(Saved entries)
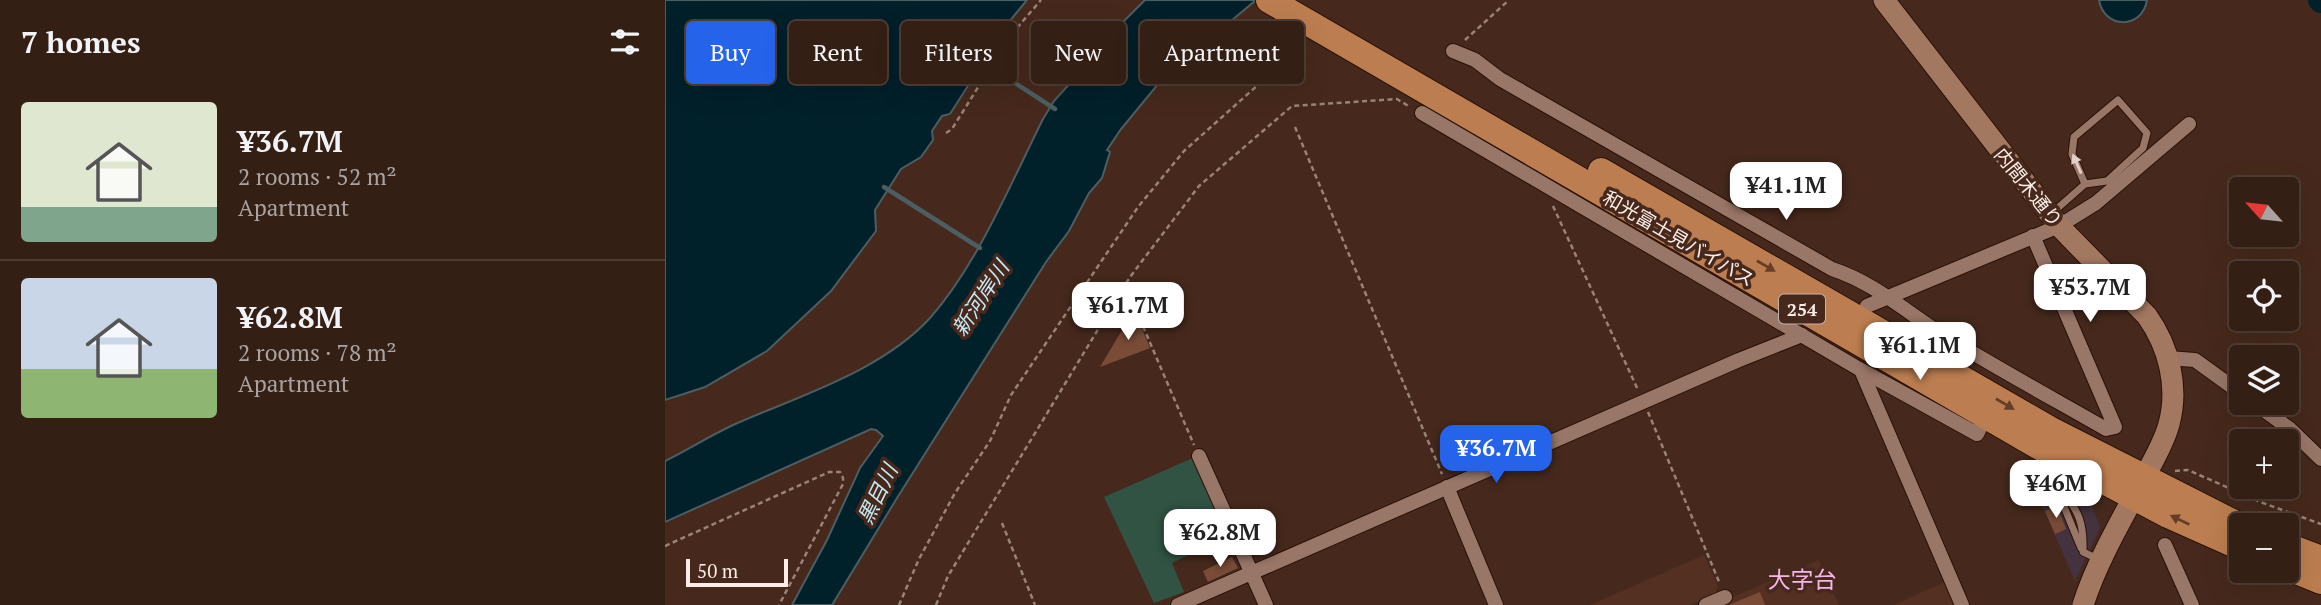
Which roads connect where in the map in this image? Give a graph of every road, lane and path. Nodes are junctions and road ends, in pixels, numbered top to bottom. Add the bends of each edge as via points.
1 (1041, 0) edge
2 (1269, 0) edge
3 (1303, 0) edge
4 (1509, 0) edge
5 (1884, 0) edge
6 (1453, 51) joint
7 (1378, 53) junction
8 (1259, 84) edge
9 (1422, 113) joint
10 (2189, 124) dead end
11 (1295, 127) dead end
12 (946, 133) dead end
13 (2085, 184) junction
14 (2055, 220) junction
15 (2033, 236) junction
16 (1888, 295) junction
17 (1133, 303) dead end
18 (1867, 306) dead end
19 (1802, 335) junction
20 (2168, 358) junction
21 (1861, 370) junction
22 (2229, 385) edge
23 (2271, 415) edge
24 (1986, 416) junction
25 (1199, 456) joint
26 (2321, 459) edge
27 (2073, 466) junction
28 (2175, 471) dead end
29 (1447, 487) junction
30 (2138, 488) junction
31 (2229, 522) edge
32 (1002, 523) dead end
33 (2321, 524) edge
34 (2229, 540) edge
35 (2165, 545) dead end
36 (665, 546) edge
37 (2299, 551) edge
38 (2092, 556) junction
39 (2321, 559) edge
40 (1251, 571) junction
41 (2299, 572) edge
42 (2321, 581) edge
43 (1725, 597) dead end
44 (779, 605) edge
45 (899, 605) edge
46 (936, 605) edge
47 (1035, 605) edge
48 (1178, 605) edge
49 (1266, 605) edge
50 (1496, 605) edge
51 (1706, 605) edge
52 (1962, 605) edge
53 (2083, 605) edge
54 (2192, 605) edge

1 - 12 path via 1010,36
2 - 7 highway, 和光富士見バイパス / 254
3 - 7 highway, 和光富士見バイパス / 254
4 - 6 path
5 - 14 street, 内間木通り
6 - 16 street via 1832,269
7 - 24 highway, 和光富士見バイパス / 254
7 -> 30 highway, 和光富士見バイパス / 254 via 2051,430
8 - 45 path via 1184,151 1138,207 1011,395 990,441 919,559
9 - 19 street
9 - 46 path via 1397,99 1292,106 1199,186 1130,277 948,576
10 - 14 street via 2097,204
11 - 29 path
13 -> 13 lane via 2072,154 2074,137 2118,100 2147,133 2143,148 2107,181
13 - 14 lane
14 - 15 street
14 - 20 street, 内間木通り via 2147,316
15 - 16 street
15 - 16 street via 2115,427 2106,429 1942,334
16 - 18 street
17 - 25 path
19 - 21 street
19 - 29 street
20 - 22 street via 2195,360
20 - 30 street, 内間木通り via 2173,388 2169,424
21 - 24 street via 1977,434
21 - 52 street
23 - 26 street
24 - 27 highway, 和光富士見バイパス / 254
25 - 40 street
27 - 30 highway, 和光富士見バイパス / 254
27 - 38 lane via 2060,490 2075,507
28 - 33 path via 2188,470
29 - 40 street
29 - 50 street
30 - 31 highway, 和光富士見バイパス / 254
34 -> 30 highway, 和光富士見バイパス / 254
30 - 38 street, 内間木通り
32 - 47 path
35 - 54 street
36 - 44 path via 829,472 840,472 843,485
37 - 39 highway
38 - 53 street, 内間木通り
40 - 48 street
40 - 49 street
41 - 42 highway
43 - 51 street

» **The problem**
The answer must consist of every line above that holds the string "joint", copied exactly.

» **Answer for this exercise**
6 (1453, 51) joint
9 (1422, 113) joint
25 (1199, 456) joint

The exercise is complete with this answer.